* Stored data

◇ ◇ ◇ ◇ ◇ ◇ ◇

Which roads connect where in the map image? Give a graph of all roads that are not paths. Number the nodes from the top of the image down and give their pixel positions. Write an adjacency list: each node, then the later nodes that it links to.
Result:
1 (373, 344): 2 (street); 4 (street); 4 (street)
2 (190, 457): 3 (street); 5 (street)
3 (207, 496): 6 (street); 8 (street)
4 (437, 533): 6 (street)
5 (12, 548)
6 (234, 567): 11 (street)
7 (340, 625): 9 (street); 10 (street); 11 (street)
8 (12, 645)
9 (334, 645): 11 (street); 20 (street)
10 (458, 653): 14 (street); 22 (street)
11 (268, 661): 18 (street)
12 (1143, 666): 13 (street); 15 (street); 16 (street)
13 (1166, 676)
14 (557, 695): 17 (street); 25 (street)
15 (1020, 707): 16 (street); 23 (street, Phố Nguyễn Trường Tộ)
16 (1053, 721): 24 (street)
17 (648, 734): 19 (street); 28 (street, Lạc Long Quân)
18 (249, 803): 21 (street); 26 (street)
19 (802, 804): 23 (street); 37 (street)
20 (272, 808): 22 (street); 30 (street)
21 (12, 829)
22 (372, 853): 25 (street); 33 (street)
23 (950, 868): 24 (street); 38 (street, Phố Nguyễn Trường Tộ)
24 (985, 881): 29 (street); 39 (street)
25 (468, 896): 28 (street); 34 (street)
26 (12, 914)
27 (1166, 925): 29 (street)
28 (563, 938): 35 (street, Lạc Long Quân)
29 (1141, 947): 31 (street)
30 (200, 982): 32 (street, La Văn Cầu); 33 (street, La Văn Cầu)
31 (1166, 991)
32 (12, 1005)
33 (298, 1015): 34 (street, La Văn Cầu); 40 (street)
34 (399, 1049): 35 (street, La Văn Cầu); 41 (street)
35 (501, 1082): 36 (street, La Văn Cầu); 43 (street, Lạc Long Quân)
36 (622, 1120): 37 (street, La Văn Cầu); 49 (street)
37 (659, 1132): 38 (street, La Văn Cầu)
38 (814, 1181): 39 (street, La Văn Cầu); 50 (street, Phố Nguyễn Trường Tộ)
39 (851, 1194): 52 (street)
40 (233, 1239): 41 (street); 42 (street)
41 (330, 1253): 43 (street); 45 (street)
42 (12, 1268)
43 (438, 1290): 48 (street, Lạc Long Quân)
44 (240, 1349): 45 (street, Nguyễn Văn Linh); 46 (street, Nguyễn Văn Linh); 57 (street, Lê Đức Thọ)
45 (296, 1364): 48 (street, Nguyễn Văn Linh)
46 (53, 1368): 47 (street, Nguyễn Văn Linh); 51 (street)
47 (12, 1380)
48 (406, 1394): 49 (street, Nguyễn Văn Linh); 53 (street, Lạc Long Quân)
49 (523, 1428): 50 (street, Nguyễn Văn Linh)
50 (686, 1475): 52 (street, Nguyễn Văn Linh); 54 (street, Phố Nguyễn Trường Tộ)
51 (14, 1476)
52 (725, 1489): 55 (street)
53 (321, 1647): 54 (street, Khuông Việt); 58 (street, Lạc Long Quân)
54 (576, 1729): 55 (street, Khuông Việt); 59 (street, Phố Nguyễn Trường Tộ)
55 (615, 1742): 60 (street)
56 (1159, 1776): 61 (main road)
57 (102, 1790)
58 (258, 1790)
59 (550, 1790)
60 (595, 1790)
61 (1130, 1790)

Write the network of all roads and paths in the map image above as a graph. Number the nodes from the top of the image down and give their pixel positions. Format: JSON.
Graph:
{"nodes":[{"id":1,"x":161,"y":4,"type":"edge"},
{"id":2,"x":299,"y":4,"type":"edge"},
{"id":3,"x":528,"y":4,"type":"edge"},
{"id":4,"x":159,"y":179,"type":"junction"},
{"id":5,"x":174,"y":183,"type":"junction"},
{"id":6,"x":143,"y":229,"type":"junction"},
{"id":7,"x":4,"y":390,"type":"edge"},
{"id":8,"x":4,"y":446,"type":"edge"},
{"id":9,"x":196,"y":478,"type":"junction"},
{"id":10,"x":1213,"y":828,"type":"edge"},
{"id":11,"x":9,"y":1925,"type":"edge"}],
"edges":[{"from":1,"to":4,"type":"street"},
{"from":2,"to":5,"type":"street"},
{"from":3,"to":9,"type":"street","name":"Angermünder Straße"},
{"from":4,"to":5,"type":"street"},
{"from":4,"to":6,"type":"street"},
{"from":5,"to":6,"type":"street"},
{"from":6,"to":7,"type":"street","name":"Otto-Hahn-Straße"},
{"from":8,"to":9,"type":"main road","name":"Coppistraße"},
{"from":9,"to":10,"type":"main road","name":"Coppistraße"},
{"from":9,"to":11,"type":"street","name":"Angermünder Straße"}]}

◇ ◇ ◇ ◇ ◇ ◇ ◇

* Aim of the exercise
Whenever a line of the data includes the word "nodes", show that line in full.

* Solution to the exercise
Which roads connect where in the map image? Give a graph of all roads that are not paths. Number the nodes from the top of the image down and give their pixel positions. Write an adjacency list: each node, then the later nodes that it links to.
Write the network of all roads and paths in the map image above as a graph. Number the nodes from the top of the image down and give their pixel positions. Format: JSON.
{"nodes":[{"id":1,"x":161,"y":4,"type":"edge"},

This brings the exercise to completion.